Records provided START

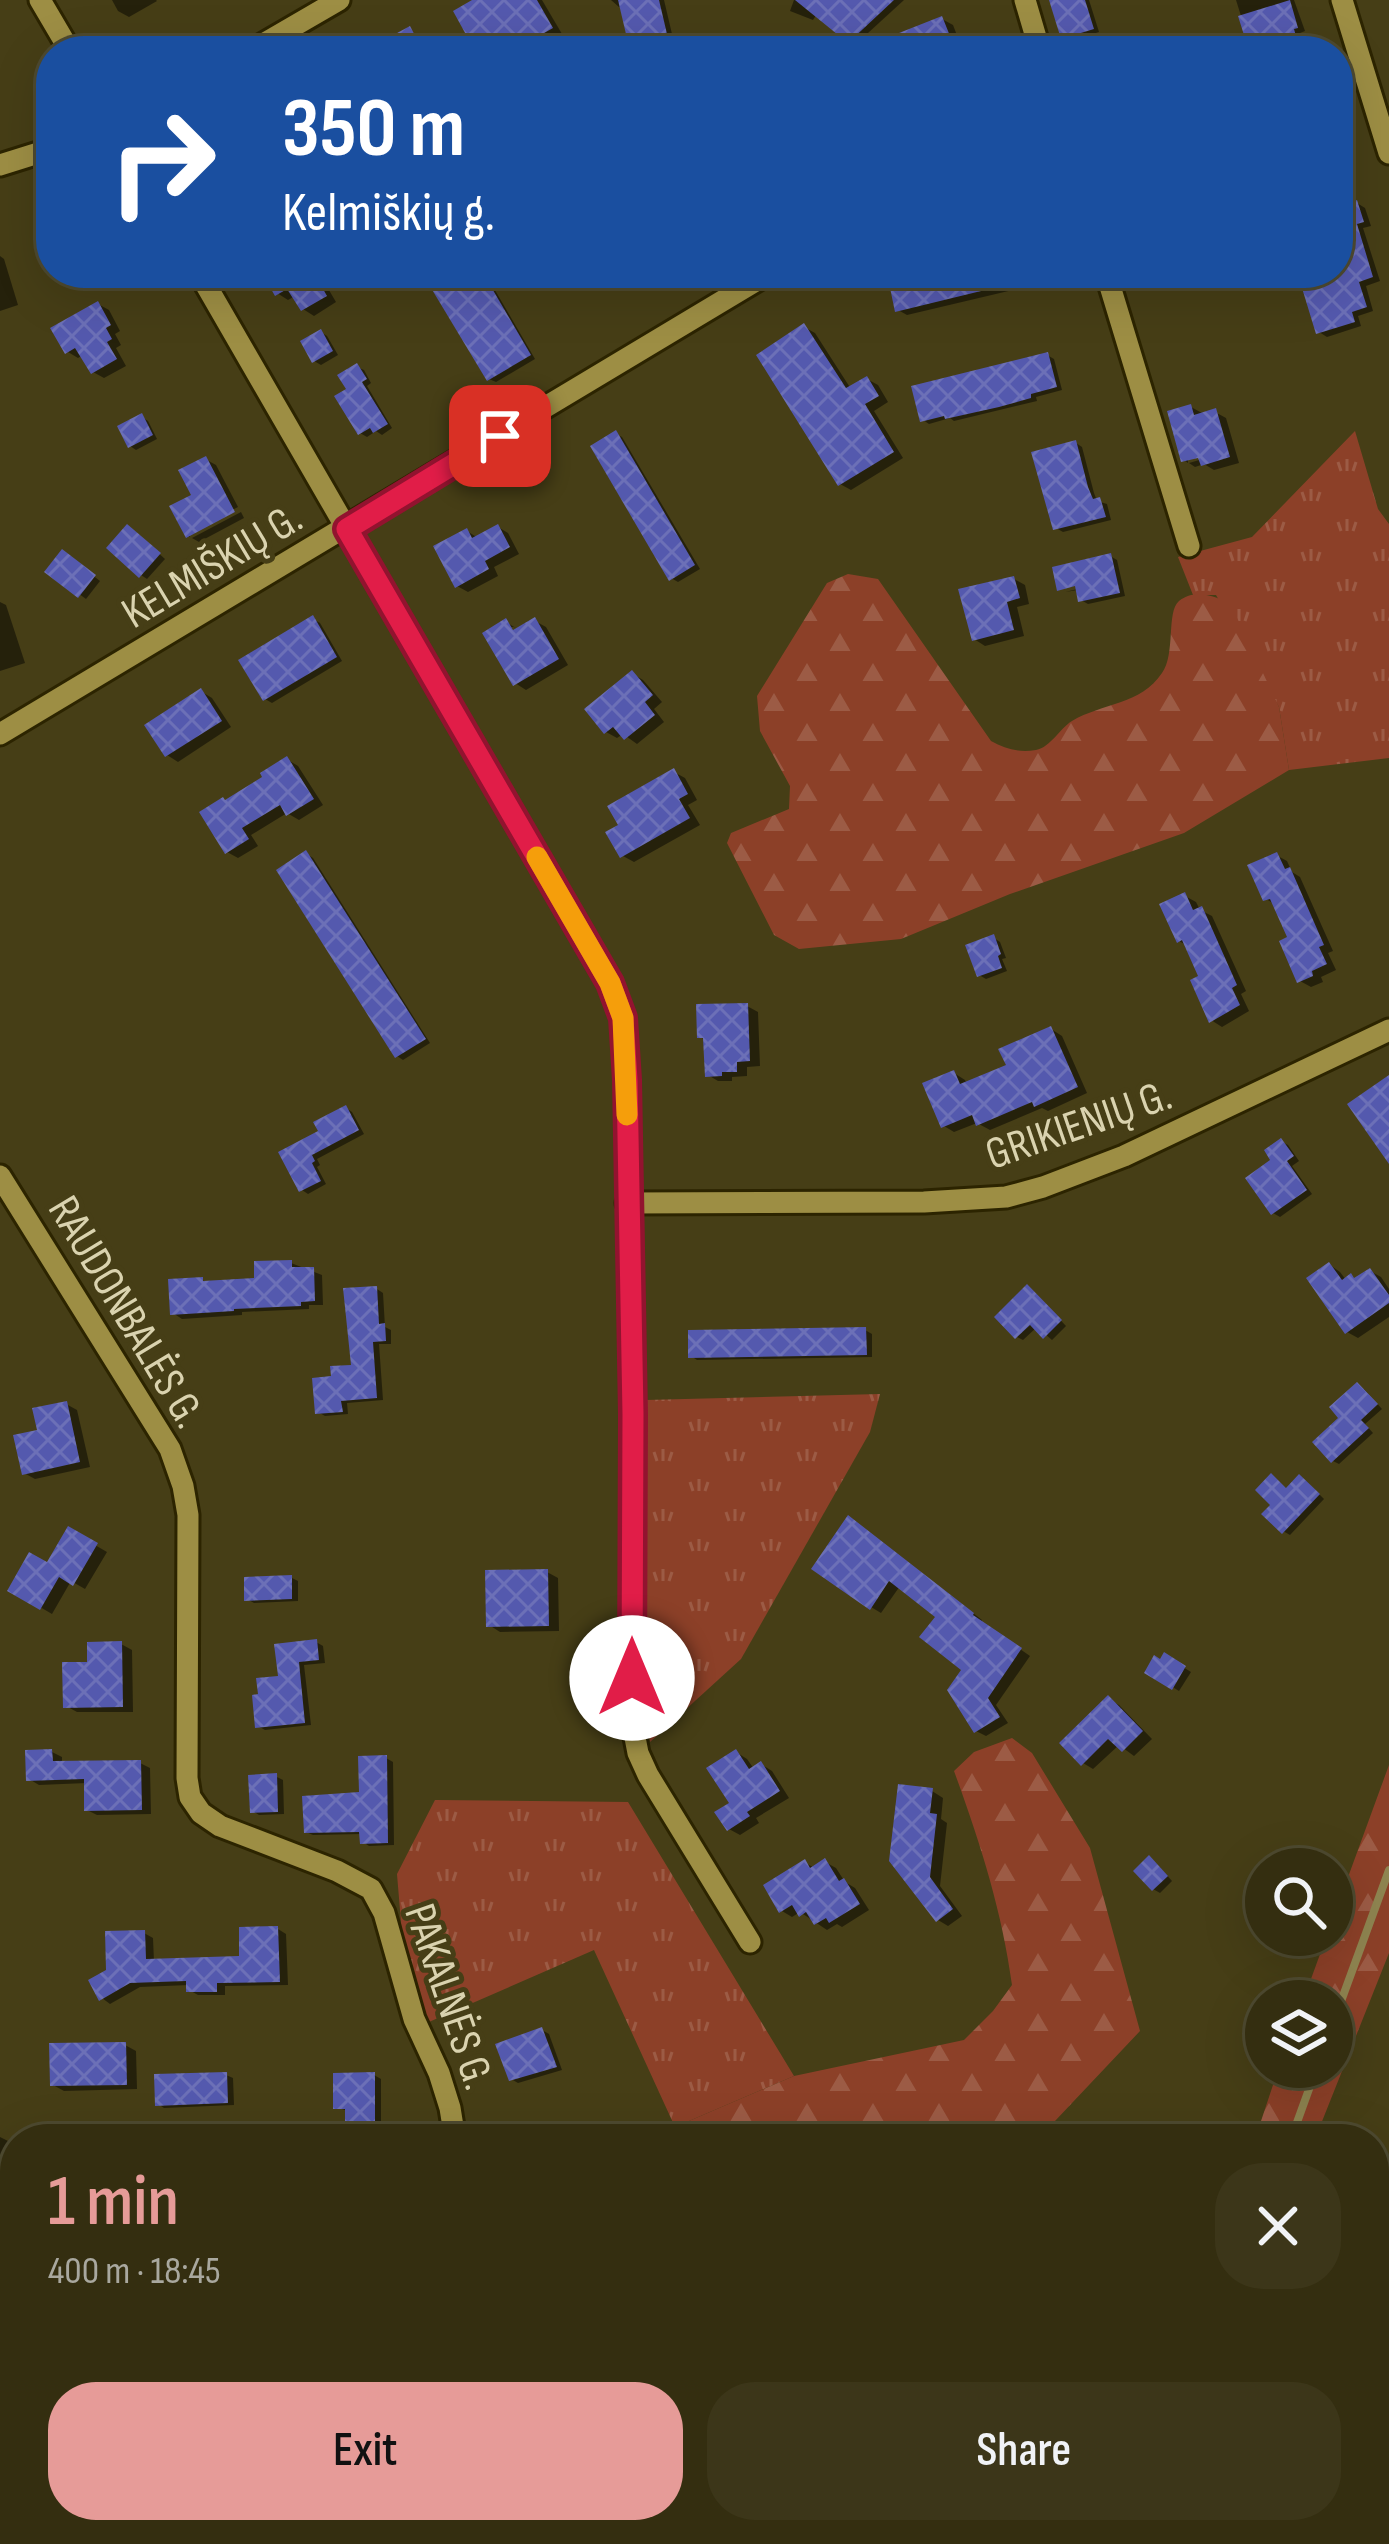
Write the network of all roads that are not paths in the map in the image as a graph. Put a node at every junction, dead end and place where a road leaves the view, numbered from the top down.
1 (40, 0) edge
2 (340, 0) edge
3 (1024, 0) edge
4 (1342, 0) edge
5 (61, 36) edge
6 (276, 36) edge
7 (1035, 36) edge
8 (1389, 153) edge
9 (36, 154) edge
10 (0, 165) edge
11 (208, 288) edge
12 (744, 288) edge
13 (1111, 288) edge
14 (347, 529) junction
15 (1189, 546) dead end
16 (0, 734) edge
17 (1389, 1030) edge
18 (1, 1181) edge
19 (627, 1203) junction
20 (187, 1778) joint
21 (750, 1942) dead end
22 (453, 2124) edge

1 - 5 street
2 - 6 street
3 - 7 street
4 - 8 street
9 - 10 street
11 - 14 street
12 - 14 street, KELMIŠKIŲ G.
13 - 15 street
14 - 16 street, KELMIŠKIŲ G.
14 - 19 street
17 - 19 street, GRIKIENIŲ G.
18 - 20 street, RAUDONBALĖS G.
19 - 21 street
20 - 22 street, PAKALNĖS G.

Records provided END

Could the entries above be written out word for word, with no pictures?

→ Completed task
Write the network of all roads that are not paths in the map in the image as a graph. Put a node at every junction, dead end and place where a road leaves the view, numbered from the top down.
1 (40, 0) edge
2 (340, 0) edge
3 (1024, 0) edge
4 (1342, 0) edge
5 (61, 36) edge
6 (276, 36) edge
7 (1035, 36) edge
8 (1389, 153) edge
9 (36, 154) edge
10 (0, 165) edge
11 (208, 288) edge
12 (744, 288) edge
13 (1111, 288) edge
14 (347, 529) junction
15 (1189, 546) dead end
16 (0, 734) edge
17 (1389, 1030) edge
18 (1, 1181) edge
19 (627, 1203) junction
20 (187, 1778) joint
21 (750, 1942) dead end
22 (453, 2124) edge

1 - 5 street
2 - 6 street
3 - 7 street
4 - 8 street
9 - 10 street
11 - 14 street
12 - 14 street, KELMIŠKIŲ G.
13 - 15 street
14 - 16 street, KELMIŠKIŲ G.
14 - 19 street
17 - 19 street, GRIKIENIŲ G.
18 - 20 street, RAUDONBALĖS G.
19 - 21 street
20 - 22 street, PAKALNĖS G.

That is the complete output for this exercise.